In an article Isleib wrote for the summer issue of Golf for Women, she describes how she played a round in a pro-am contest on the Pines Course at Seaview to research her second Cassie Burdett mystery. Not only is the golfing venue wonderful, and the ShopRite Classic a big LPGA event, she notes, "How could Cassie help but find intrigue and trouble in the gambling capital of New Jersey?" And Atlantic City does play a big role in "Buried Lie."
This was my first Cassie Burdett mystery, given to me by my good golfing pal Kathy with whom I have shared many a happy round on the Bay Course. A Book Notes review published in 2003 now lives on Isleib’s Web site. The wonders of the Internet.

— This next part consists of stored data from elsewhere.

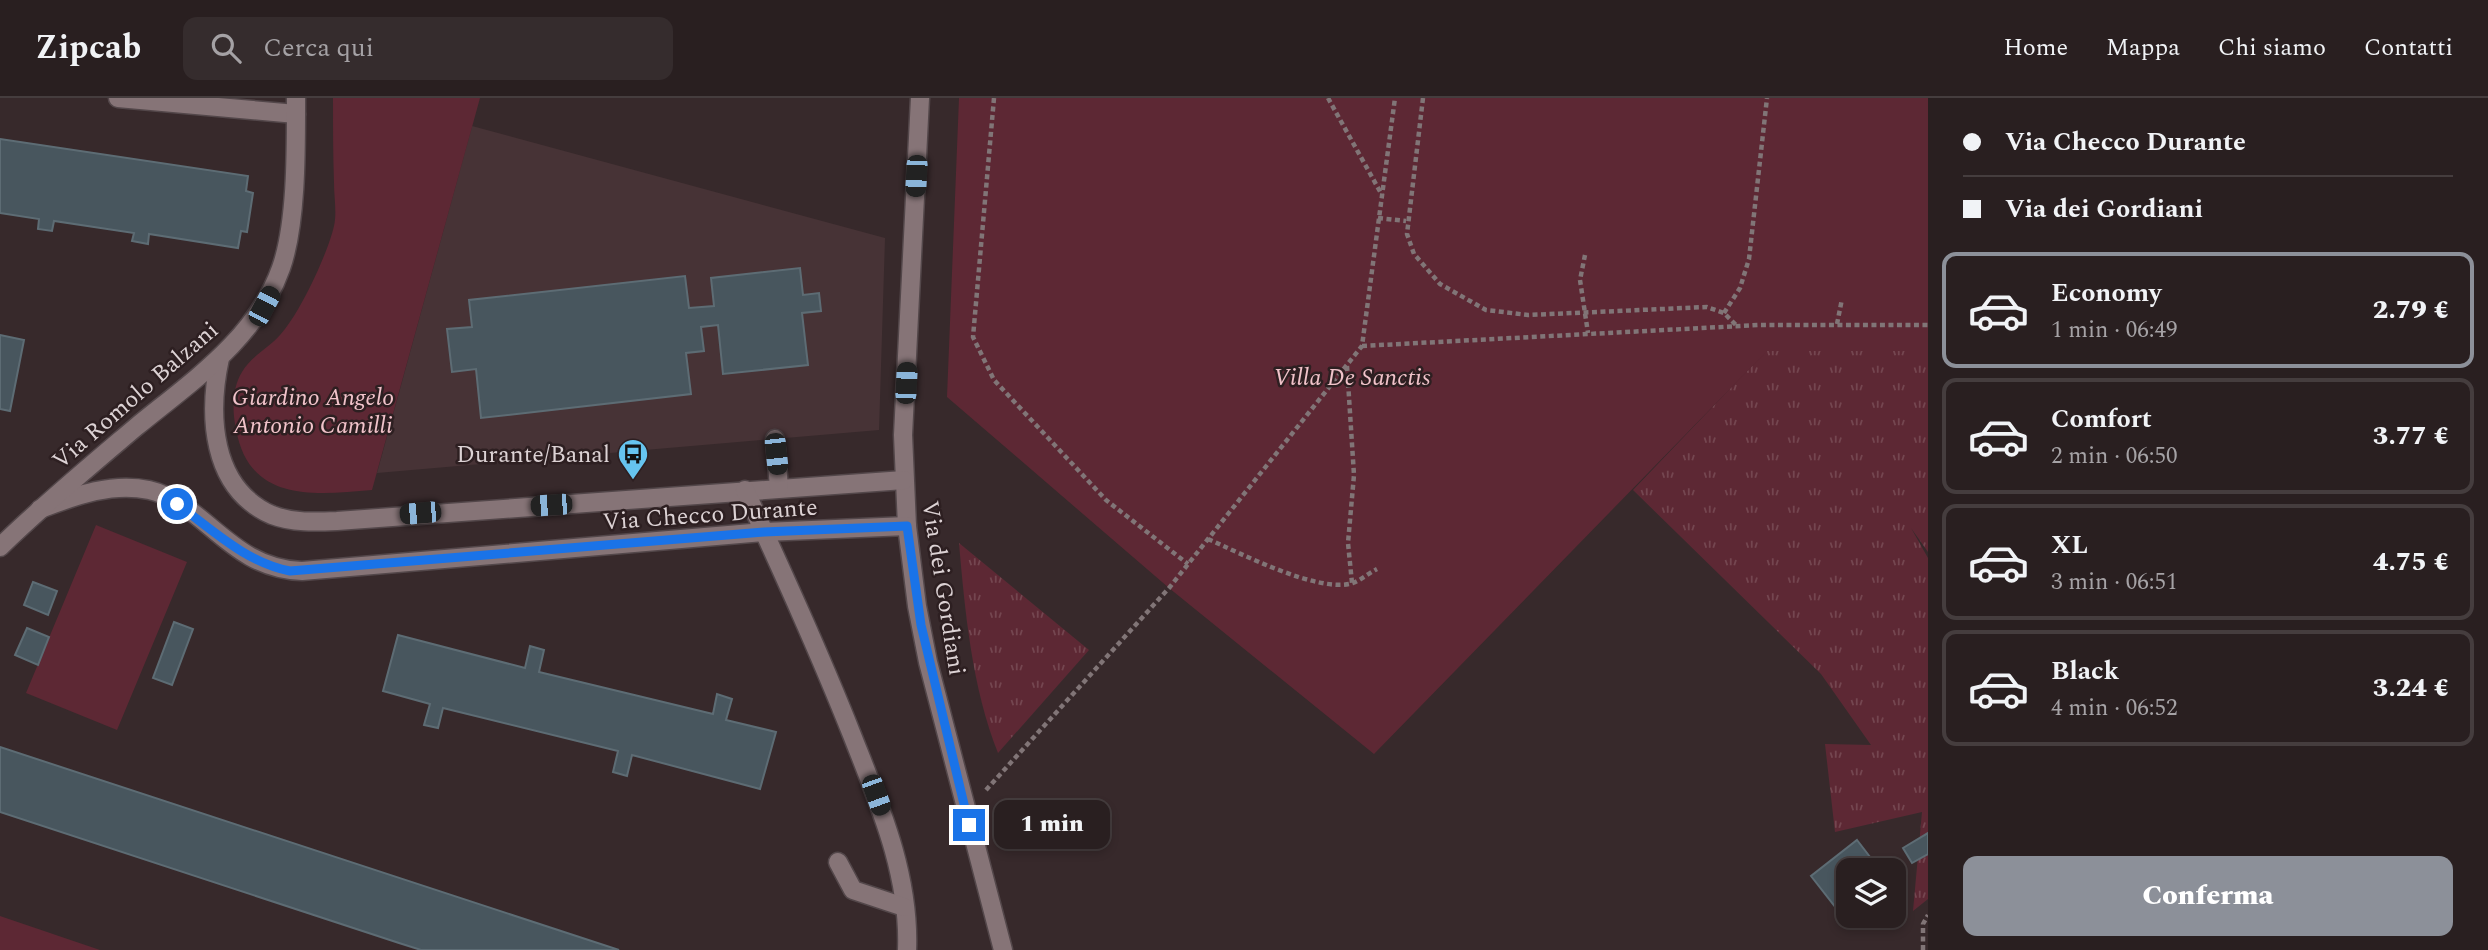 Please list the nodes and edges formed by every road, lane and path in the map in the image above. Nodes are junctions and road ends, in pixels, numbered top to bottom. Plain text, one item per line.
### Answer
1 (118, 98) edge
2 (920, 98) edge
3 (994, 98) edge
4 (1328, 98) edge
5 (1395, 98) edge
6 (1423, 98) edge
7 (1767, 98) edge
8 (296, 106) edge
9 (1382, 195) junction
10 (1378, 218) junction
11 (1406, 221) junction
12 (1585, 255) dead end
13 (1842, 299) dead end
14 (1584, 313) junction
15 (1724, 313) junction
16 (1837, 324) junction
17 (1928, 325) edge
18 (1736, 326) junction
19 (1588, 333) junction
20 (1362, 346) junction
21 (220, 358) junction
22 (1346, 365) junction
23 (775, 439) dead end
24 (904, 480) junction
25 (779, 488) junction
26 (746, 490) junction
27 (40, 509) junction
28 (907, 526) junction
29 (764, 532) junction
30 (1208, 538) junction
31 (0, 548) edge
32 (1188, 564) junction
33 (1377, 569) dead end
34 (1352, 583) junction
35 (982, 794) dead end
36 (838, 862) dead end
37 (904, 907) junction
38 (1928, 915) edge
39 (907, 950) edge
40 (1003, 950) edge
41 (1923, 950) edge

1 - 8 street
2 - 24 street, Via dei Gordiani
3 - 32 path
4 - 9 path
5 - 9 path
6 - 11 path
7 - 15 path
8 - 21 street, Via Romolo Balzani
9 - 10 path
10 - 11 path
10 - 20 path
11 - 14 path
12 - 14 path
13 - 16 path
14 - 15 path
14 - 19 path
15 - 18 path
16 - 17 path
16 - 18 path
18 - 19 path
19 - 20 path
20 - 22 path
21 - 26 street, Via Checco Durante
21 - 27 street, Via Romolo Balzani
22 - 30 path
22 - 34 path
23 - 25 street
24 - 25 street, Via Checco Durante
24 - 28 street, Via dei Gordiani
25 - 26 street, Via Checco Durante
26 - 29 street
27 - 29 street, Via Checco Durante
27 - 31 street, Via Romolo Balzani
28 - 29 street, Via Checco Durante
28 - 40 street, Via dei Gordiani
29 - 37 street
30 - 32 path
30 - 34 path
32 - 35 path
33 - 34 path
36 - 37 street
37 - 39 street
38 - 41 path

In "Putt to Death" (2004) Cassie takes a job (a temporary one, she prays), as a touring pro at a New England country club. Isleib tackles two issues that generate a lot of heated debate as Cassie tangles with gender politics at the club and environmental issues. When both the eco-friendly member and the woman member who advocated for equal tee times are murdered, one with Cassie’s bloody sand wedge next to the body, Cassie has to stick around to clear her name and clean up the mess.
Literally, this one comes from Isleib’s own battles as a member of a Connecticut golf club. She tells of her travails as the elected chair pro tem of the board, to the dismay of the good old boys in the club. The next year, she is named as the green department chair, a traditionally male appointment. Obviously not shy, Isleib pushes for the course to join the Audubon Sanctuary program, which causes one long-time member to fume, "I love wildlife. Just keep it off my fairways."

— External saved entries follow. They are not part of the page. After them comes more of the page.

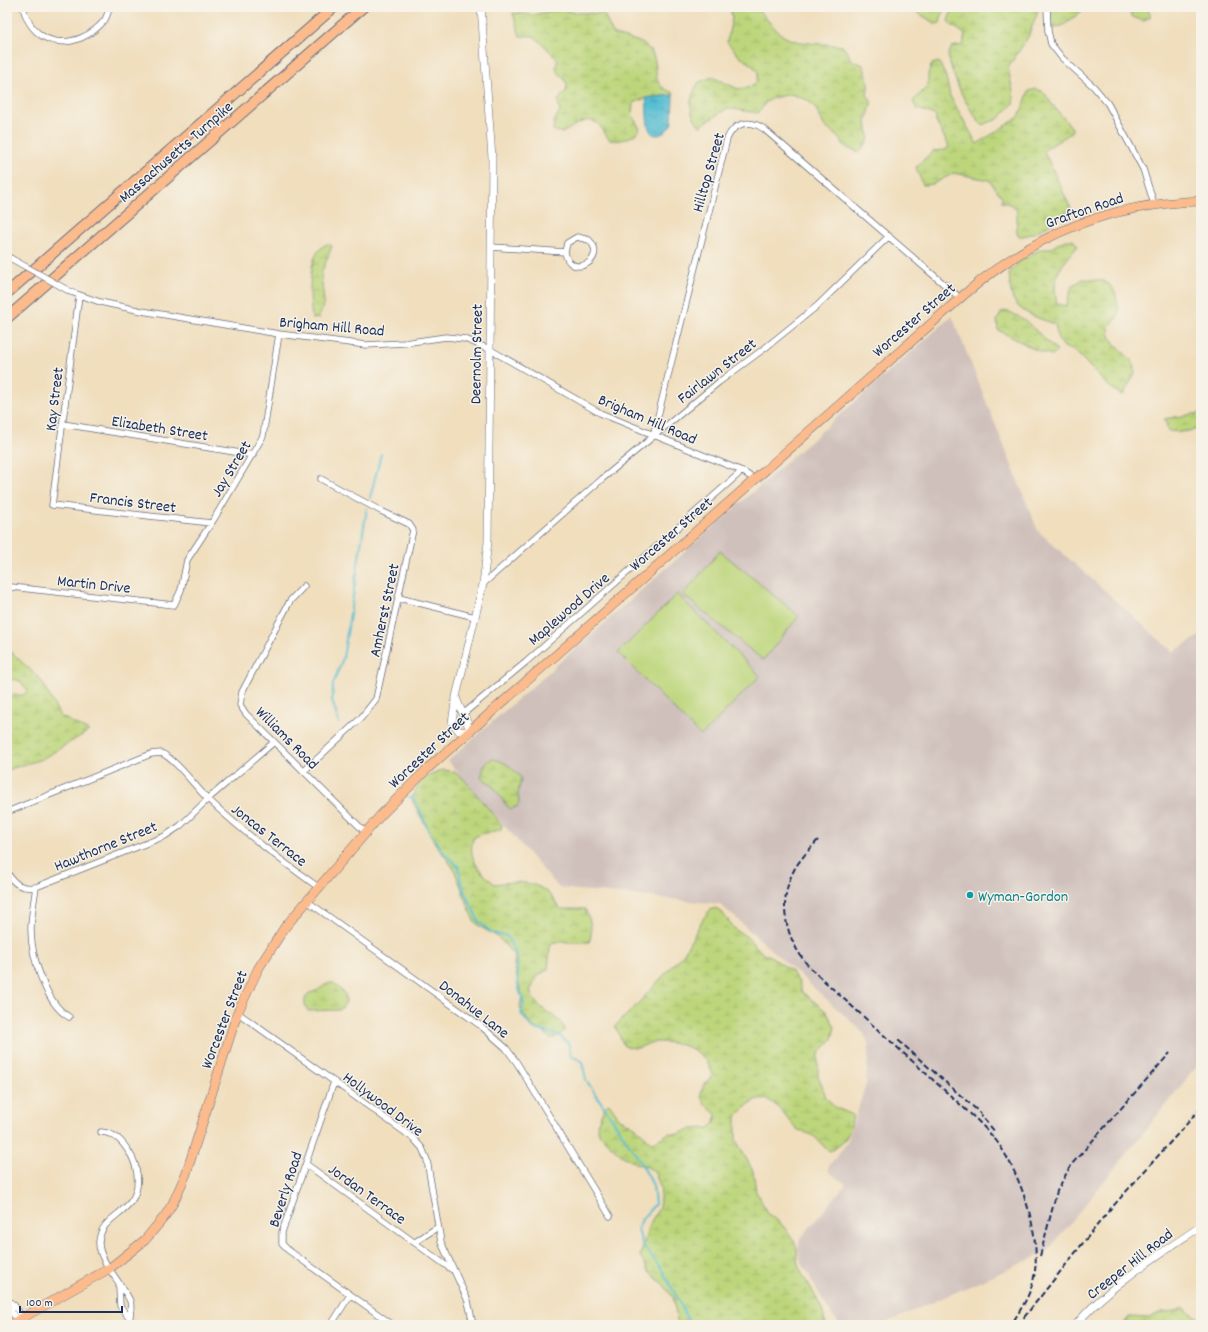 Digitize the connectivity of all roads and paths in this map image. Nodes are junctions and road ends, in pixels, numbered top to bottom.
1 (22, 7) edge
2 (110, 7) edge
3 (334, 7) edge
4 (363, 7) edge
5 (481, 7) edge
6 (1047, 7) edge
7 (1201, 201) edge
8 (1154, 204) junction
9 (889, 236) junction
10 (491, 247) junction
11 (565, 252) junction
12 (10, 257) edge
13 (988, 275) joint
14 (7, 293) edge
15 (79, 296) junction
16 (960, 298) junction
17 (7, 318) edge
18 (279, 334) junction
19 (489, 350) junction
20 (63, 424) junction
21 (653, 436) junction
22 (253, 455) junction
23 (742, 471) junction
24 (321, 479) dead end
25 (754, 479) junction
26 (52, 505) joint
27 (211, 524) junction
28 (483, 584) junction
29 (11, 586) dead end
30 (304, 586) dead end
31 (398, 598) junction
32 (174, 604) joint
33 (475, 617) junction
34 (456, 697) junction
35 (463, 714) junction
36 (469, 732) junction
37 (274, 742) junction
38 (304, 771) junction
39 (208, 799) junction
40 (7, 812) edge
41 (365, 832) junction
42 (7, 872) edge
43 (36, 887) junction
44 (318, 887) junction
45 (307, 901) junction
46 (238, 1013) junction
47 (70, 1017) dead end
48 (334, 1082) junction
49 (101, 1132) dead end
50 (306, 1164) junction
51 (610, 1216) dead end
52 (1201, 1226) edge
53 (438, 1227) junction
54 (415, 1242) junction
55 (110, 1268) junction
56 (453, 1270) junction
57 (119, 1284) junction
58 (350, 1295) junction
59 (8, 1301) edge
60 (129, 1318) junction
61 (19, 1320) junction
62 (10, 1325) edge
63 (130, 1325) edge
64 (331, 1325) edge
65 (393, 1325) edge
66 (473, 1325) edge
67 (1076, 1325) edge

1 - 2 street
3 - 14 highway, Massachusetts Turnpike
4 - 17 highway, Massachusetts Turnpike
5 - 10 street, Deernolm Street
6 - 8 street
7 - 8 main road, Grafton Road
8 - 13 main road, Grafton Road
9 - 16 street, Hilltop Street
9 - 21 street, Fairlawn Street
9 - 21 street, Hilltop Street
10 - 11 street
10 - 19 street, Deernolm Street
11 - 11 street
12 - 15 street, Brigham Hill Road, bridge
13 - 16 main road, Worcester Street
15 - 18 street, Brigham Hill Road
15 - 20 street, Kay Street
16 - 25 main road, Worcester Street
18 - 19 street, Brigham Hill Road
18 - 22 street, Jay Street
19 - 21 street, Brigham Hill Road
19 - 28 street, Deernolm Street
20 - 22 street, Elizabeth Street
20 - 26 street, Kay Street
21 - 23 street, Brigham Hill Road
21 - 28 street, Fairlawn Street
22 - 27 street, Jay Street
23 - 25 street, Brigham Hill Road
23 - 35 street, Maplewood Drive
24 - 31 street, Amherst Street
25 - 36 main road, Worcester Street
26 - 27 street, Francis Street
27 - 32 street, Jay Street
28 - 33 street, Deernolm Street
29 - 32 street, Martin Drive
30 - 37 street, Williams Road
31 - 33 street
31 - 38 street, Amherst Street
33 - 34 street, Deernolm Street
34 - 35 street
34 - 36 street, Deernolm Street
35 - 36 street
36 - 41 main road, Worcester Street
37 - 38 street, Williams Road
37 - 39 street, Hawthorne Street
38 - 41 street, Williams Road
39 - 40 street
39 - 43 street, Hawthorne Street
39 - 44 street, Joncas Terrace
41 - 44 main road, Worcester Street
42 - 43 street
43 - 47 street
44 - 45 main road, Worcester Street
45 - 46 main road, Worcester Street
45 - 51 street, Donahue Lane
46 - 48 street, Hollywood Drive
46 - 55 main road, Worcester Street
48 - 50 street, Beverly Road
48 - 53 street, Hollywood Drive
49 - 55 street
50 - 54 street, Jordan Terrace
50 - 58 street, Beverly Road
52 - 67 street, Creeper Hill Road
53 - 54 street, Jordan Terrace
53 - 56 street, Hollywood Drive
54 - 56 street, Jordan Terrace
55 - 57 street
55 - 61 main road, Worcester Street
56 - 66 street, Hollywood Drive
57 - 60 street
57 - 60 street
58 - 64 street
58 - 65 street, Beverly Road
59 - 61 street
60 - 63 street
61 - 62 main road, Worcester Street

Fortunately, Isleib’s hassles in Connecticut made for fine plot fodder, yielding "Putt to Death."
Isleib the psychologist has fun with "Fairway to Heaven" (2005), as Cassie becomes embroiled in family relations lots of step-issues and boyfriend issues of her own. In a charity tournament, Cassie is paired with her first golf coach, her estranged father, and her on-again/off-again boyfriend Mike who is a PGA Tour pro. If that’s not enough, she is a bridesmaid in a wedding for an old friend whose father goes missing. Cassie, now with a reputation as a detective, can’t very well turn down her friend’s pleas for help.
The setting is the wonderful Pinehurst course in North Carolina where Isleib and her golfing husband enjoyed a round for research. (I like the way this woman operates!)
"Final Fore" (2006), sees Cassie preparing for the U.S. Women’s Open at Mt. Holyoke. And, yes, Isleib spent a week "sleeping on a lumpy mattress" in the dorm while she took in the sights and sounds of this high-powered event. Cassie is now into high-stakes competitive golf. When her rival a teenage golf phenom is poisoned, Cassie is again on the line to straighten out a murder mystery as she struggles to hit them straight.
Here’s the good news for mystery readers. Those who have no clue regarding birdies, bogies or such nonsense enjoy Isleib’s fast-paced plots and root for the likable Cassie.
But there is bad news as well. Isleib’s publisher has asked her to end the Cassie series and develop a new character one that doesn’t golf. Isleib wrote in the Golf for Women article that "it felt as if a friend has died."
But like the resilient Cassie, Isleib is not out of the game yet. Her new mystery will feature Dr. Rebecca Butterman, a psychologist and advice columnist.
Isleib writes, "Rebecca made cameo appearances in several of the golf mysteries and Cassie will return the favor. I owe it to her."
So golfers, find and read the Cassie Burdett series and savor them. For the pure-of-heart mystery lovers, Isleib’s Dr. Rebecca Butterman debuts March 2007 in "Deadly Advice." That’s just about when golfers will hit the links again so maybe we won’t miss the golf angle and can unwind from a round with this new mystery series.
Joan Ruddiman, Ed. D., is a teacher and friend of the Allentown Public Library.